Jonathan Moyo, in his article Zanu PF: An Introspection (Sunday Mail, August 7 2011) identified “at least seven current and critical national questions” which have brought his party to the state it finds itself.
But a closer look of the article shows that it is a great critique of the Zanu PF leadership beginning right at the top. Instead of using his usual acerbic language to argue his case and naming President Robert Mugabe as solely responsible for the rot, he chose to use sophistry in its philosophical sense where it is defined as a method of argument that is seemingly plausible though actually invalid and misleading.
Moyo says “some comrades in the nationalist movement in general and in Zanu PF in particular seem to be afraid of change?” When he uses words such as “some comrades” and “seem to be”, he is misleading us into believing that generally Zanu PF is not afraid of change; which is not the case.
What he should have done is to tell us who these comrades who are afraid of change are? That would have been unnecessary because we know. Unfortunately the finger points to the top and that is where Moyo is pointing too.
In March last year when President Mugabe met senior journalists in a rare encounter with both public and private media houses, he reiterated that he was not going anywhere.
Asked by the Zimbabwe Independent political editor Faith Zaba at Zimbabwe House if he was going to retire soon, Mugabe made it clear that he was not going anywhere.
“May the lord give me many more days,” he said.
When she pressed him to say if he was going to seek re-election, Mugabe, pointing a finger at her, asked: “Do you want me to go? I am asking you, if you want me to go? Ask Zanu PF. I am a son of Zanu PF.”
She pressed further for a direct response to the question and Mugabe said: “If Zanu PF says so, yes, I will go … It depends on Zanu PF.”
In Mutare last December the Zanu PF congress didn’t say so, so the old man stayed put. The decision seemed unanimous.
So, instead of being specious and excessively subtle Moyo must just tell us he is referring to the president as one of those afraid of change.
What about the so-called generals; what have they said about change? They have said they would never salute anyone who has no liberations war credentials. This suggests that they too do not desire change? Moyo’s so-called Generation 40 does not fit in their thinking.
Was Moyo referring to them too as some of the comrades afraid of change? Why didn’t he say so? But Moyo himself has thrown his weight behind the generals in refusing security sector reform.
On the timing of elections Moyo seems to contradict himself. He says the question of when elections should be held is not about this Sadc roadmap thing but about timing the elections in such as way that it would not be practical or reasonable to field Mugabe as Zanu PF candidate. So he wants elections now because by 2013 Mugabe would be too old, or too sick to lead the party; he will be 89. The contradiction in this is that Moyo professes to want change in the party but wants Mugabe, who is 87, to continue.

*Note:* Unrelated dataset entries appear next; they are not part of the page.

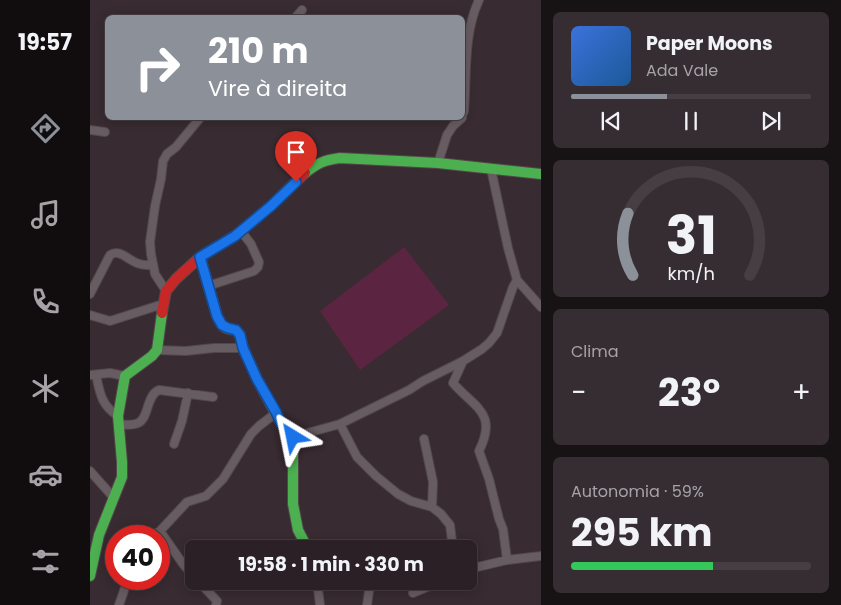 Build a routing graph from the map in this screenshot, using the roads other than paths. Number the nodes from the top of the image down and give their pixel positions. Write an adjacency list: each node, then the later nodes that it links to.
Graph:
1 (479, 0): 4 (street)
2 (302, 10): 3 (street)
3 (298, 15)
4 (465, 95)
5 (198, 120): 14 (street)
6 (458, 120): 9 (street)
7 (90, 130): 8 (street)
8 (105, 132)
9 (438, 163): 10 (street); 12 (street)
10 (491, 169): 11 (street); 15 (street)
11 (541, 174)
12 (241, 230): 13 (street); 16 (street)
13 (200, 257): 16 (street); 17 (street)
14 (153, 264): 17 (street); 18 (street)
15 (517, 280): 20 (street); 24 (street)
16 (208, 286): 22 (street)
17 (166, 291): 19 (street)
18 (90, 294)
19 (163, 304): 21 (street); 23 (street)
20 (541, 308)
21 (90, 315)
22 (243, 348): 23 (street); 29 (street)
23 (157, 350): 26 (street)
24 (462, 361): 31 (street); 43 (street)
25 (93, 375): 26 (street); 30 (street)
26 (125, 376): 30 (street)
27 (188, 393): 28 (street); 30 (street); 34 (street)
28 (213, 397)
29 (276, 412): 32 (street); 38 (street)
30 (118, 420): 36 (street)
31 (340, 424): 32 (street); 37 (street)
32 (293, 437): 39 (street)
33 (424, 439): 37 (street)
34 (174, 444)
35 (90, 471): 36 (street)
36 (114, 498): 46 (street)
37 (432, 507): 40 (street)
38 (166, 525)
39 (303, 540)
40 (452, 540)
41 (170, 545): 44 (street)
42 (541, 556): 43 (street)
43 (507, 560): 45 (street)
44 (185, 566)
45 (477, 566)
46 (90, 576)
47 (124, 590): 54 (street)
48 (206, 590): 53 (street)
49 (318, 590): 55 (street)
50 (369, 590): 56 (street)
51 (420, 590): 52 (street)
52 (413, 593)
53 (218, 604)
54 (119, 605)
55 (320, 605)
56 (367, 605) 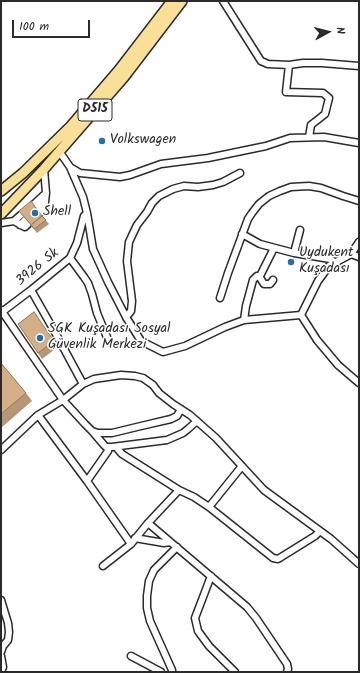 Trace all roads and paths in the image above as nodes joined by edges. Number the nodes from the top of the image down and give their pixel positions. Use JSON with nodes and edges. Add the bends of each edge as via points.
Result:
{"nodes":[{"id":1,"x":172,"y":1,"type":"edge"},
{"id":2,"x":182,"y":1,"type":"edge"},
{"id":3,"x":223,"y":1,"type":"edge"},
{"id":4,"x":289,"y":65,"type":"junction"},
{"id":5,"x":359,"y":66,"type":"edge"},
{"id":6,"x":309,"y":137,"type":"junction"},
{"id":7,"x":359,"y":142,"type":"edge"},
{"id":8,"x":59,"y":151,"type":"junction"},
{"id":9,"x":70,"y":167,"type":"junction"},
{"id":10,"x":44,"y":168,"type":"junction"},
{"id":11,"x":240,"y":173,"type":"dead end"},
{"id":12,"x":1,"y":191,"type":"edge"},
{"id":13,"x":46,"y":193,"type":"junction"},
{"id":14,"x":359,"y":201,"type":"edge"},
{"id":15,"x":87,"y":213,"type":"junction"},
{"id":16,"x":1,"y":214,"type":"edge"},
{"id":17,"x":14,"y":221,"type":"junction"},
{"id":18,"x":1,"y":223,"type":"edge"},
{"id":19,"x":300,"y":230,"type":"dead end"},
{"id":20,"x":242,"y":234,"type":"junction"},
{"id":21,"x":359,"y":242,"type":"edge"},
{"id":22,"x":274,"y":248,"type":"junction"},
{"id":23,"x":294,"y":253,"type":"junction"},
{"id":24,"x":351,"y":254,"type":"junction"},
{"id":25,"x":359,"y":256,"type":"edge"},
{"id":26,"x":70,"y":258,"type":"junction"},
{"id":27,"x":334,"y":262,"type":"junction"},
{"id":28,"x":260,"y":276,"type":"junction"},
{"id":29,"x":273,"y":280,"type":"dead end"},
{"id":30,"x":30,"y":290,"type":"junction"},
{"id":31,"x":220,"y":298,"type":"dead end"},
{"id":32,"x":2,"y":311,"type":"edge"},
{"id":33,"x":301,"y":315,"type":"junction"},
{"id":34,"x":126,"y":317,"type":"junction"},
{"id":35,"x":244,"y":320,"type":"junction"},
{"id":36,"x":109,"y":342,"type":"dead end"},
{"id":37,"x":359,"y":383,"type":"edge"},
{"id":38,"x":83,"y":384,"type":"junction"},
{"id":39,"x":64,"y":400,"type":"junction"},
{"id":40,"x":181,"y":409,"type":"junction"},
{"id":41,"x":38,"y":415,"type":"junction"},
{"id":42,"x":197,"y":421,"type":"junction"},
{"id":43,"x":92,"y":431,"type":"junction"},
{"id":44,"x":109,"y":447,"type":"junction"},
{"id":45,"x":116,"y":447,"type":"junction"},
{"id":46,"x":1,"y":450,"type":"edge"},
{"id":47,"x":242,"y":466,"type":"junction"},
{"id":48,"x":87,"y":481,"type":"junction"},
{"id":49,"x":180,"y":490,"type":"junction"},
{"id":50,"x":209,"y":507,"type":"junction"},
{"id":51,"x":148,"y":523,"type":"junction"},
{"id":52,"x":320,"y":530,"type":"junction"},
{"id":53,"x":133,"y":541,"type":"junction"},
{"id":54,"x":170,"y":542,"type":"junction"},
{"id":55,"x":177,"y":547,"type":"junction"},
{"id":56,"x":359,"y":564,"type":"edge"},
{"id":57,"x":103,"y":566,"type":"dead end"},
{"id":58,"x":211,"y":576,"type":"junction"},
{"id":59,"x":1,"y":600,"type":"edge"},
{"id":60,"x":1,"y":652,"type":"edge"},
{"id":61,"x":1,"y":656,"type":"edge"},
{"id":62,"x":131,"y":656,"type":"dead end"},
{"id":63,"x":2,"y":670,"type":"edge"},
{"id":64,"x":8,"y":672,"type":"edge"},
{"id":65,"x":161,"y":672,"type":"edge"},
{"id":66,"x":172,"y":672,"type":"edge"},
{"id":67,"x":235,"y":672,"type":"edge"},
{"id":68,"x":287,"y":672,"type":"edge"}],
"edges":[{"from":1,"to":12,"type":"highway","number":"D515","via":[[119,70],[71,126]]},
{"from":2,"to":8,"type":"highway","number":"D515","via":[[124,77]]},
{"from":3,"to":4,"type":"street","via":[[261,61]]},
{"from":4,"to":5,"type":"street","via":[[322,63]]},
{"from":4,"to":6,"type":"street","via":[[286,92],[322,93],[329,98],[325,114],[311,125]]},
{"from":6,"to":7,"type":"street"},
{"from":6,"to":9,"type":"street","via":[[290,138],[223,155],[161,164],[120,177],[80,173]]},
{"from":8,"to":9,"type":"street"},
{"from":8,"to":10,"type":"highway","number":"D515"},
{"from":9,"to":15,"type":"street","via":[[83,196]]},
{"from":10,"to":13,"type":"street"},
{"from":10,"to":16,"type":"highway","number":"D515"},
{"from":11,"to":34,"type":"street","via":[[213,185],[173,189],[152,203],[137,225],[130,242],[127,261],[132,301],[131,311]]},
{"from":13,"to":13,"type":"street","via":[[37,209],[45,202]]},
{"from":14,"to":20,"type":"street","via":[[315,186],[291,187],[274,193],[259,204],[248,219]]},
{"from":15,"to":26,"type":"street","name":"3926 Sk"},
{"from":15,"to":34,"type":"street","via":[[93,249]]},
{"from":17,"to":17,"type":"street","via":[[26,219],[25,227],[20,225]]},
{"from":17,"to":18,"type":"street"},
{"from":19,"to":23,"type":"street"},
{"from":20,"to":22,"type":"street"},
{"from":20,"to":31,"type":"street"},
{"from":21,"to":24,"type":"street"},
{"from":22,"to":23,"type":"street"},
{"from":22,"to":28,"type":"street"},
{"from":23,"to":27,"type":"street","via":[[330,259]]},
{"from":24,"to":25,"type":"street"},
{"from":24,"to":27,"type":"street"},
{"from":26,"to":30,"type":"street","name":"3926 Sk"},
{"from":26,"to":36,"type":"street","via":[[88,283]]},
{"from":27,"to":33,"type":"street","via":[[318,281]]},
{"from":28,"to":29,"type":"street","via":[[264,284],[270,284]]},
{"from":28,"to":35,"type":"street","via":[[252,282]]},
{"from":30,"to":32,"type":"street","name":"3926 Sk"},
{"from":30,"to":38,"type":"street"},
{"from":32,"to":39,"type":"street"},
{"from":33,"to":35,"type":"street"},
{"from":33,"to":37,"type":"street","via":[[317,340],[338,365]]},
{"from":34,"to":35,"type":"street","via":[[141,341],[162,352],[185,346],[225,326]]},
{"from":38,"to":39,"type":"street"},
{"from":38,"to":40,"type":"street","via":[[94,379],[122,375],[143,378]]},
{"from":39,"to":41,"type":"street"},
{"from":39,"to":43,"type":"street"},
{"from":40,"to":42,"type":"street"},
{"from":40,"to":43,"type":"street","via":[[177,416],[171,419],[112,433]]},
{"from":41,"to":46,"type":"street"},
{"from":41,"to":48,"type":"street"},
{"from":42,"to":45,"type":"street","via":[[183,433],[168,440]]},
{"from":42,"to":47,"type":"street"},
{"from":43,"to":44,"type":"street","via":[[101,443]]},
{"from":44,"to":45,"type":"street"},
{"from":44,"to":48,"type":"street"},
{"from":45,"to":49,"type":"street","via":[[122,454]]},
{"from":47,"to":50,"type":"street"},
{"from":47,"to":52,"type":"street","via":[[264,490]]},
{"from":48,"to":53,"type":"street"},
{"from":49,"to":50,"type":"street"},
{"from":49,"to":51,"type":"street"},
{"from":50,"to":52,"type":"street","via":[[273,558],[278,559],[315,536]]},
{"from":51,"to":53,"type":"street"},
{"from":51,"to":54,"type":"street"},
{"from":52,"to":56,"type":"street"},
{"from":53,"to":54,"type":"street"},
{"from":53,"to":57,"type":"street"},
{"from":54,"to":55,"type":"street"},
{"from":55,"to":58,"type":"street"},
{"from":55,"to":66,"type":"street","via":[[154,570],[148,581],[147,596],[150,621]]},
{"from":58,"to":67,"type":"street","via":[[195,618],[198,631]]},
{"from":58,"to":68,"type":"street","via":[[240,600],[256,618],[287,664]]},
{"from":59,"to":60,"type":"street","via":[[9,632],[8,640]]},
{"from":61,"to":63,"type":"street"},
{"from":62,"to":65,"type":"street"},
{"from":63,"to":64,"type":"street"}]} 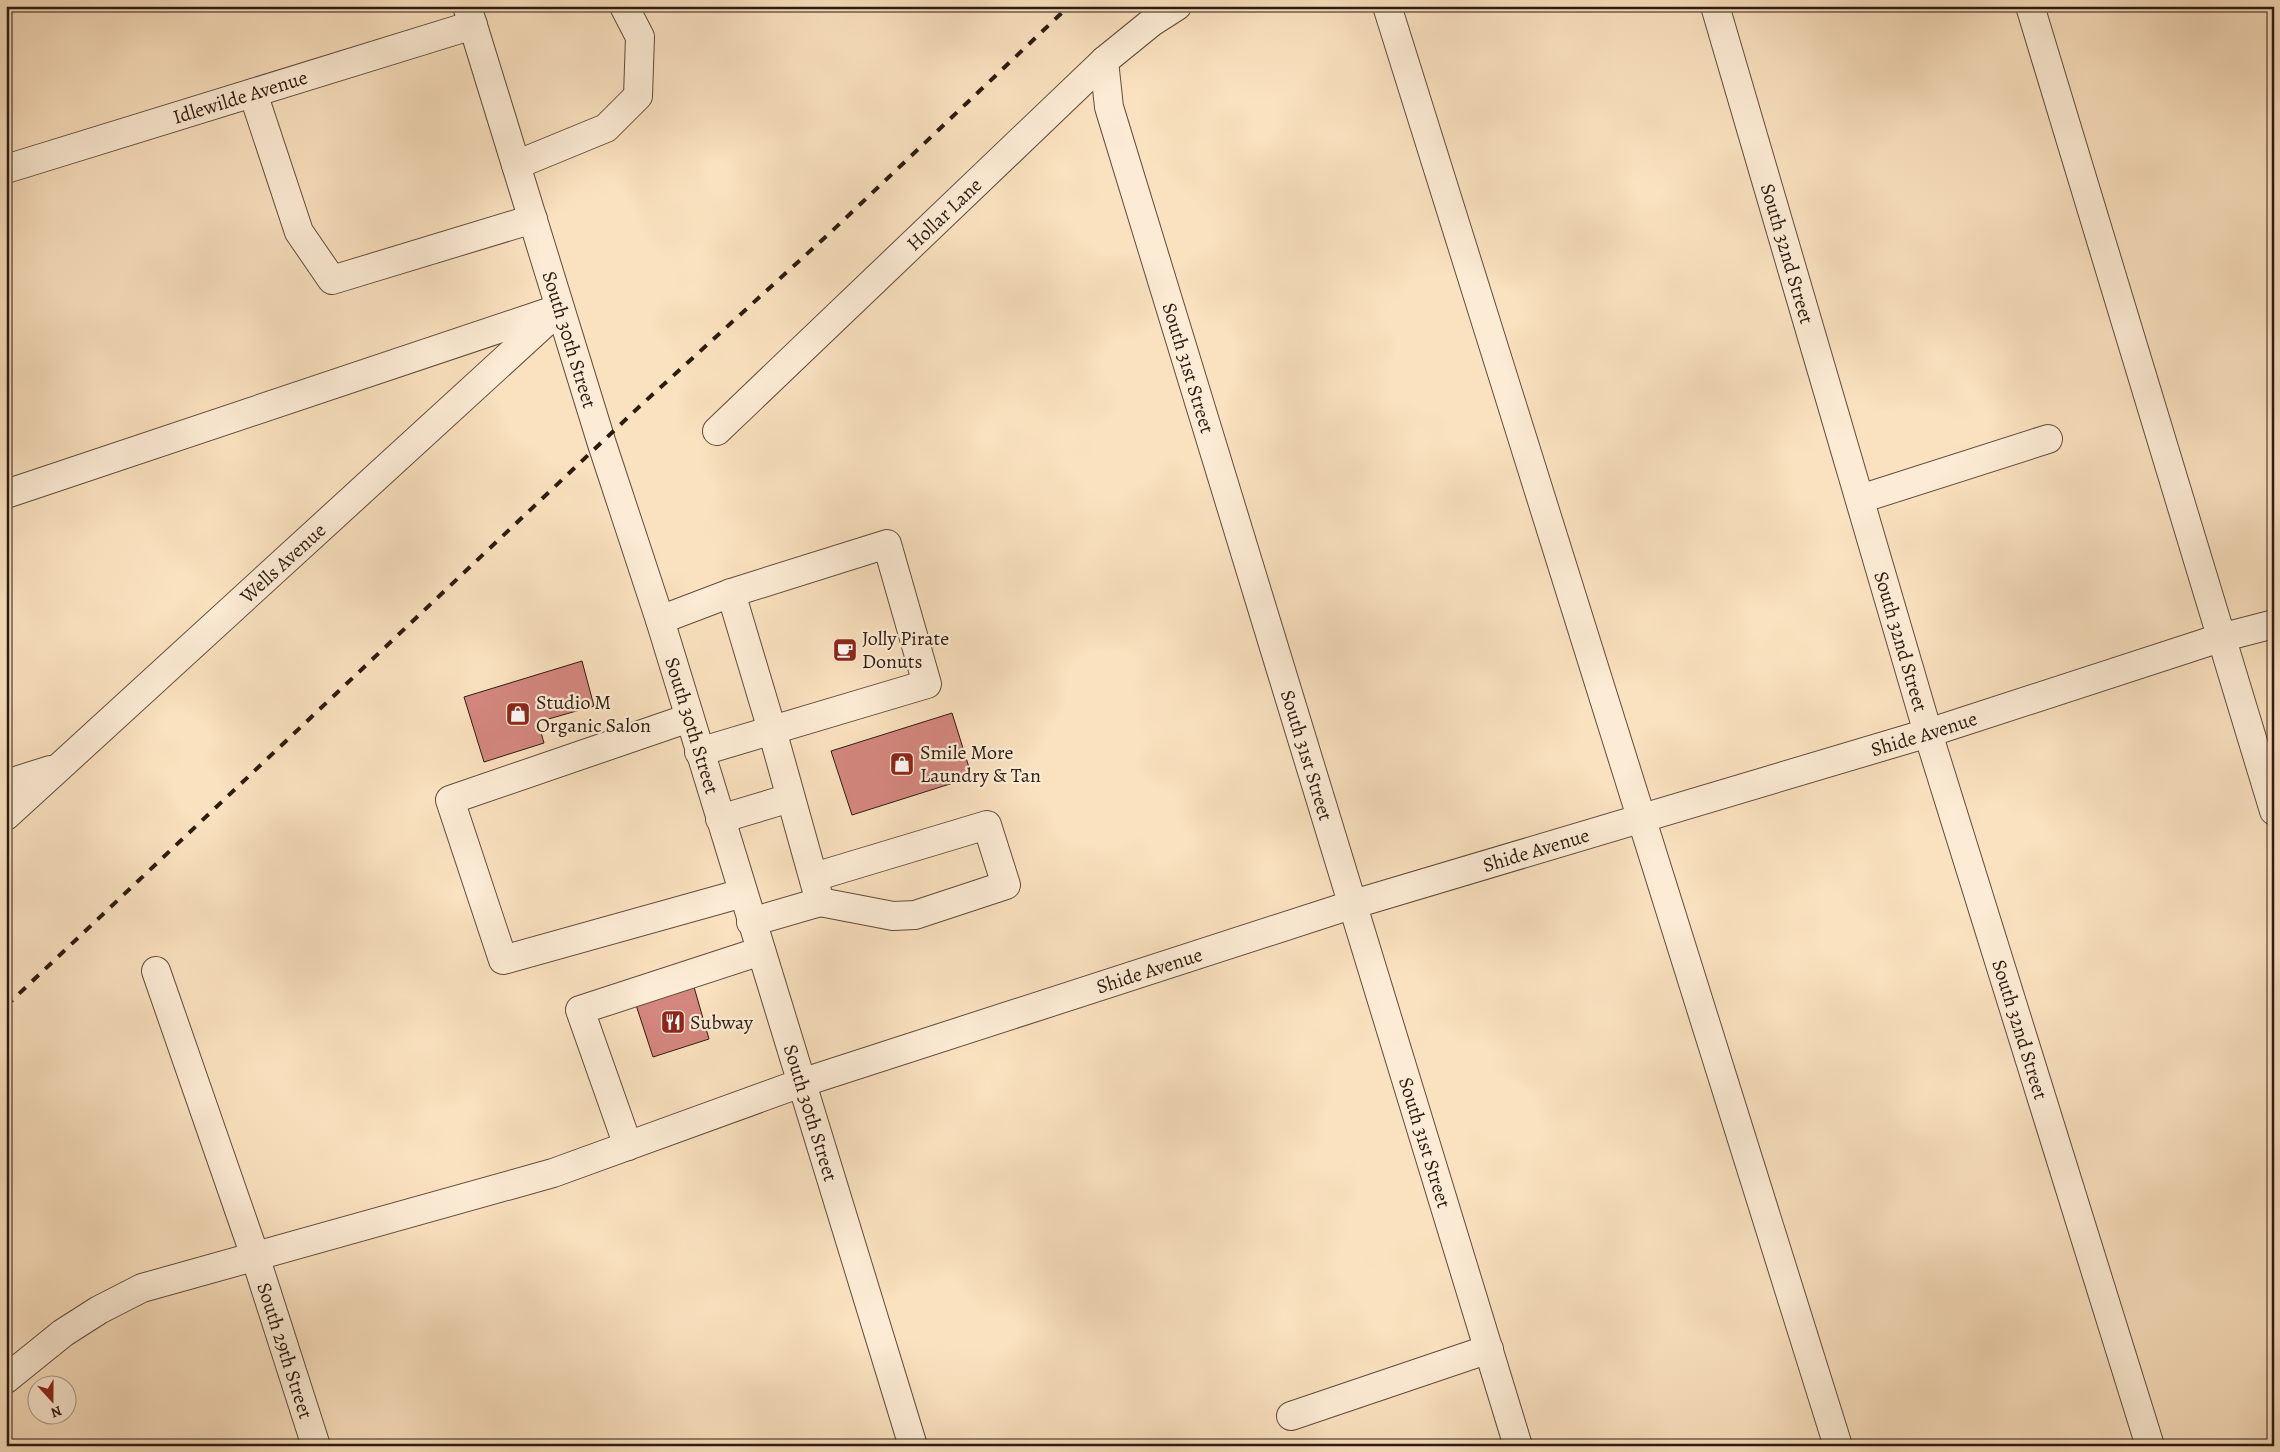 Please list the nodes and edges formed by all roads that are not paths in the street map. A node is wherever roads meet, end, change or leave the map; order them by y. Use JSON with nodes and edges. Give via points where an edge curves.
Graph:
{"nodes":[{"id":1,"x":624,"y":6,"type":"edge"},
{"id":2,"x":1177,"y":6,"type":"edge"},
{"id":3,"x":1387,"y":6,"type":"edge"},
{"id":4,"x":1715,"y":6,"type":"edge"},
{"id":5,"x":2030,"y":6,"type":"edge"},
{"id":6,"x":470,"y":16,"type":"edge"},
{"id":7,"x":1104,"y":61,"type":"junction"},
{"id":8,"x":254,"y":93,"type":"junction"},
{"id":9,"x":516,"y":165,"type":"junction"},
{"id":10,"x":6,"y":169,"type":"edge"},
{"id":11,"x":533,"y":219,"type":"junction"},
{"id":12,"x":560,"y":309,"type":"junction"},
{"id":13,"x":717,"y":431,"type":"dead end"},
{"id":14,"x":2048,"y":439,"type":"dead end"},
{"id":15,"x":6,"y":494,"type":"edge"},
{"id":16,"x":1860,"y":499,"type":"junction"},
{"id":17,"x":731,"y":593,"type":"junction"},
{"id":18,"x":660,"y":620,"type":"junction"},
{"id":19,"x":2274,"y":624,"type":"edge"},
{"id":20,"x":2220,"y":638,"type":"junction"},
{"id":21,"x":689,"y":718,"type":"junction"},
{"id":22,"x":772,"y":730,"type":"junction"},
{"id":23,"x":1928,"y":733,"type":"junction"},
{"id":24,"x":699,"y":752,"type":"junction"},
{"id":25,"x":58,"y":768,"type":"junction"},
{"id":26,"x":6,"y":784,"type":"edge"},
{"id":27,"x":790,"y":798,"type":"junction"},
{"id":28,"x":2274,"y":811,"type":"edge"},
{"id":29,"x":6,"y":816,"type":"edge"},
{"id":30,"x":1643,"y":817,"type":"junction"},
{"id":31,"x":720,"y":819,"type":"junction"},
{"id":32,"x":817,"y":890,"type":"junction"},
{"id":33,"x":742,"y":893,"type":"junction"},
{"id":34,"x":1354,"y":904,"type":"junction"},
{"id":35,"x":751,"y":922,"type":"junction"},
{"id":36,"x":760,"y":952,"type":"junction"},
{"id":37,"x":156,"y":971,"type":"dead end"},
{"id":38,"x":801,"y":1084,"type":"junction"},
{"id":39,"x":628,"y":1146,"type":"junction"},
{"id":40,"x":255,"y":1256,"type":"junction"},
{"id":41,"x":1489,"y":1349,"type":"junction"},
{"id":42,"x":6,"y":1379,"type":"edge"},
{"id":43,"x":1291,"y":1416,"type":"dead end"},
{"id":44,"x":316,"y":1446,"type":"edge"},
{"id":45,"x":913,"y":1446,"type":"edge"},
{"id":46,"x":1518,"y":1446,"type":"edge"},
{"id":47,"x":1838,"y":1446,"type":"edge"},
{"id":48,"x":2150,"y":1446,"type":"edge"}],
"edges":[{"from":1,"to":9,"type":"street","via":[[640,37],[638,96],[606,128]]},
{"from":2,"to":7,"type":"street","name":"Hollar Lane"},
{"from":3,"to":30,"type":"street"},
{"from":4,"to":16,"type":"street","name":"South 32nd Street"},
{"from":5,"to":20,"type":"street"},
{"from":6,"to":8,"type":"street","name":"Idlewilde Avenue"},
{"from":6,"to":9,"type":"street","name":"South 30th Street"},
{"from":7,"to":13,"type":"street","name":"Hollar Lane"},
{"from":7,"to":34,"type":"street","name":"South 31st Street","via":[[1109,106]]},
{"from":8,"to":10,"type":"street","name":"Idlewilde Avenue"},
{"from":8,"to":11,"type":"street","via":[[299,232],[332,280]]},
{"from":9,"to":11,"type":"street","name":"South 30th Street"},
{"from":11,"to":12,"type":"street","name":"South 30th Street"},
{"from":12,"to":15,"type":"street"},
{"from":12,"to":18,"type":"street","name":"South 30th Street"},
{"from":12,"to":25,"type":"street","name":"Wells Avenue"},
{"from":14,"to":16,"type":"street"},
{"from":16,"to":23,"type":"street","name":"South 32nd Street"},
{"from":17,"to":18,"type":"street"},
{"from":17,"to":22,"type":"street"},
{"from":17,"to":22,"type":"street","via":[[888,544],[927,684]]},
{"from":18,"to":21,"type":"street","name":"South 30th Street"},
{"from":19,"to":20,"type":"street","name":"Shide Avenue"},
{"from":20,"to":23,"type":"street","name":"Shide Avenue"},
{"from":20,"to":28,"type":"street"},
{"from":21,"to":24,"type":"street","name":"South 30th Street"},
{"from":21,"to":33,"type":"street","via":[[450,800],[503,960]]},
{"from":22,"to":24,"type":"street"},
{"from":22,"to":27,"type":"street"},
{"from":23,"to":30,"type":"street","name":"Shide Avenue"},
{"from":23,"to":48,"type":"street","name":"South 32nd Street"},
{"from":24,"to":31,"type":"street","name":"South 30th Street"},
{"from":25,"to":26,"type":"street"},
{"from":25,"to":29,"type":"street","name":"Wells Avenue"},
{"from":27,"to":31,"type":"street"},
{"from":27,"to":32,"type":"street"},
{"from":30,"to":34,"type":"street","name":"Shide Avenue"},
{"from":30,"to":47,"type":"street"},
{"from":31,"to":33,"type":"street","name":"South 30th Street"},
{"from":32,"to":32,"type":"street","via":[[893,916],[915,915],[1006,886],[987,825]]},
{"from":32,"to":35,"type":"street"},
{"from":33,"to":35,"type":"street","name":"South 30th Street"},
{"from":34,"to":38,"type":"street","name":"Shide Avenue"},
{"from":34,"to":41,"type":"street","name":"South 31st Street"},
{"from":35,"to":36,"type":"street","name":"South 30th Street"},
{"from":36,"to":38,"type":"street","name":"South 30th Street"},
{"from":36,"to":39,"type":"street","via":[[580,1010]]},
{"from":37,"to":40,"type":"street","name":"South 29th Street"},
{"from":38,"to":39,"type":"street","name":"Shide Avenue"},
{"from":38,"to":45,"type":"street","name":"South 30th Street"},
{"from":39,"to":40,"type":"street","name":"Shide Avenue","via":[[553,1173]]},
{"from":40,"to":42,"type":"street","name":"Shide Avenue","via":[[134,1292],[63,1333]]},
{"from":40,"to":44,"type":"street","name":"South 29th Street"},
{"from":41,"to":43,"type":"street"},
{"from":41,"to":46,"type":"street","name":"South 31st Street"}]}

Another contradiction is that even if Mugabe is elected now, in two years’ time, according to Moyo, it would be unreasonable and impractical for him to continue running the country in the same way it will be unreasonable and impractical for him to run in an election then. So, why elect now someone we would have to replace in a year or two? For all intents and purposes Moyo is saying Mugabe must go now?
Moyo wants what he calls Generation 40 — these are beneficiaries of the huge investment in education since independence in 1980 — “to take charge of the national indigenisation and empowerment thrust as an expression of the legacy of our heroic liberation struggle”. What he is saying is that Zanu PF is too steeped in the history of the liberation struggle to transform itself. Most Zimbabwean saw this in late 1990s culminating in the formation of the Movement for Democratic Change in 1999. It can be argued that the then opposition party was formed by the generation that Moyo is talking about. But see how Zanu PF, in the past decade, has responded to the emergence of this generation. The suppression of this generation has come from the top Zanu PF hierarchy, not from the rank and file and Moyo knows this.
Moyo again asks why “some important comrades in the nationalist movement are afraid of denouncing corruption when all indications are that this has become a cancer that threatens the gains of the liberation struggle”. Look at the clever use of the expression “some important comrades”. Of course he is referring to Mugabe himself who has never condemned corruption even when it has been unearthed for all to see. He has not commented, for example, on the land-grab in Harare, although it is all properly documented.
On violence Moyo has resorted to clear untruths. He says “some comrades” have allowed a situation where Zanu PF, “has come to be associated with political violence and has, by definition, been made a perpetrator thereof by merchants of violence in the MDC formations and their founders and funders”.
But who has been heard often boasting of degrees in violence? Is this therefore another direct attack on Mugabe?
But Moyo’s genius comes with the very last question: “Why is it that some comrades in the nationalist movement appear to believe that our leadership cannot make mistakes and that in that vein, our leadership must not be criticised?”
By virtue of having been at the country’s helm since 1980, it is basic logic that all mistakes made by his government are attributed to the leader himself.
Fair conclusion, isn’t it? Moyo has tried, in vain, to veil his attack on Mugabe. So, are we seeing another classical Moyo transformation?